"Żaden rodzic nie powinien się martwić, że ich dziecko zostanie zastrzelone po naciśnięciu złego dzwonka do drzwi. Musimy podtrzymać walkę przeciwko przemocy związanej z bronią palną" - napisał Biden na Twitterze po rozmowie z licealistą i jego rodziną.
Pomyłkowe postrzelenie
Yarl został w niedzielę wypisany ze szpitala trzy dni po tym, jak został dwukrotnie postrzelony - raz w głowę i raz w ramię - przez 84-letniego właściciela domu, do drzwi którego przez pomyłkę zapukał, chcąc odebrać braci z domu sąsiadów. 84-latek został we wtorek tymczasowo zatrzymany i usłyszał zarzuty napaści pierwszego stopnia. Mężczyzna tłumaczył, że obawiał się, że wysoki 16-latek chce włamać się do jego domu.

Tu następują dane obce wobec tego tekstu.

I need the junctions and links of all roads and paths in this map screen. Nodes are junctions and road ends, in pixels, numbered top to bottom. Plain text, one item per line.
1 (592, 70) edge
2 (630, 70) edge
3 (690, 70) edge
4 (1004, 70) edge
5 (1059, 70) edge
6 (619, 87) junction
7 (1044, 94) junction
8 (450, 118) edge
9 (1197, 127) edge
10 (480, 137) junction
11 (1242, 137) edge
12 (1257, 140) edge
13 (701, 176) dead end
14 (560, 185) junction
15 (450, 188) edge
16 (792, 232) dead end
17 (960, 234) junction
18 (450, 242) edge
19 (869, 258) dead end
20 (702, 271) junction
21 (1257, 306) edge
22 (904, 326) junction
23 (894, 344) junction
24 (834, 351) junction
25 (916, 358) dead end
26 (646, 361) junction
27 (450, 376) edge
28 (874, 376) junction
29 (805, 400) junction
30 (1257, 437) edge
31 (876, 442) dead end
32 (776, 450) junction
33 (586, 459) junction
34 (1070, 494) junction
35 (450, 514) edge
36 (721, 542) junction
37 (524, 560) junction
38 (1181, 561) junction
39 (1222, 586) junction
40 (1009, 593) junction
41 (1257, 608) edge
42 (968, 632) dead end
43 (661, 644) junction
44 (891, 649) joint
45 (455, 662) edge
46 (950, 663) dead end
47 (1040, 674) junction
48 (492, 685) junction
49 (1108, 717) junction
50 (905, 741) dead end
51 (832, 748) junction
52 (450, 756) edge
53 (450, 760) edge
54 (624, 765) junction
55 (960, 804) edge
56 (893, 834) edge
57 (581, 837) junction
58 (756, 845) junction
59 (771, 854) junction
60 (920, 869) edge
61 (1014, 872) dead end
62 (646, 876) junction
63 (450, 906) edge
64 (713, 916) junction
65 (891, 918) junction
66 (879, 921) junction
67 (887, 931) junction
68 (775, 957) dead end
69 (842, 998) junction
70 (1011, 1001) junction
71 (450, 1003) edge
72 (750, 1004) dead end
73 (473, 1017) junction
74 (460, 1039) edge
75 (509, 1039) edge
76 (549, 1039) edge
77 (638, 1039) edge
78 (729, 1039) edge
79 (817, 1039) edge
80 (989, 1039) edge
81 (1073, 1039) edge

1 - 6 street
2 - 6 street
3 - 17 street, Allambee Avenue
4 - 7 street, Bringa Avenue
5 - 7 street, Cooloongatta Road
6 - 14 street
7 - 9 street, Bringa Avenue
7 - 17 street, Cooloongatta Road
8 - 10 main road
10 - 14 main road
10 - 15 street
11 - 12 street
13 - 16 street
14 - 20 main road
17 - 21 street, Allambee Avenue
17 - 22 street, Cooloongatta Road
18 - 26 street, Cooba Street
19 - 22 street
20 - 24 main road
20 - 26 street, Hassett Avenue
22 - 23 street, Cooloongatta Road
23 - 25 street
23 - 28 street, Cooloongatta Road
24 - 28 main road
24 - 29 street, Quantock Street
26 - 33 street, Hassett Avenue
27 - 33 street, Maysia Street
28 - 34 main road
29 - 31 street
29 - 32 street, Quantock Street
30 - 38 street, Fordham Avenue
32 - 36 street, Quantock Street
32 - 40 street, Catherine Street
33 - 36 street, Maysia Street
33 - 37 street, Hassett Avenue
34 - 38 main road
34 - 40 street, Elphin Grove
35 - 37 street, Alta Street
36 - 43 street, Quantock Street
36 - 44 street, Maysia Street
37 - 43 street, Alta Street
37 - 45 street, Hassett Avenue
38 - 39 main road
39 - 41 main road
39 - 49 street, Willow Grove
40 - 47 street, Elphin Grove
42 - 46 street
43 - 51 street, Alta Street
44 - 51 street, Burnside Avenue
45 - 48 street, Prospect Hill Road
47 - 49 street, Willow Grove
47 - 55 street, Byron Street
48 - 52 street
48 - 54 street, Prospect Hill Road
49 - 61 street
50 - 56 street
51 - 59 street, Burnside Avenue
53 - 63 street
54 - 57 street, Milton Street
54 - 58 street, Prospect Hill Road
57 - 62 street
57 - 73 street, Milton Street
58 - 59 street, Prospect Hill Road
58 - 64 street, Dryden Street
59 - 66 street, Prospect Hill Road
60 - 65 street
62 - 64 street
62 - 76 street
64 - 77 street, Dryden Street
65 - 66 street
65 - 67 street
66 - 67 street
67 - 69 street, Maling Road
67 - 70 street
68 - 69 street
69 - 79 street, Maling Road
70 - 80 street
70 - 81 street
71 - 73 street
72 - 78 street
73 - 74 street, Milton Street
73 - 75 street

Jak podkreśliła rzeczniczka Białego Domu Karine Jean-Pierre, Yarl był ofiarą jednego z szeregu głośnych przypadków przemocy z użyciem broni palnej w ostatnich dniach. Rzeczniczka przypomniała strzelaninę podczas przyjęcia urodzinowego nastolatków w Dadeville w Alabamie oraz zabójstwo 20-latki w stanie Nowy Jork, śmiertelnie postrzelonej po tym, jak przez pomyłkę wjechała na podjazd niewłaściwego domu.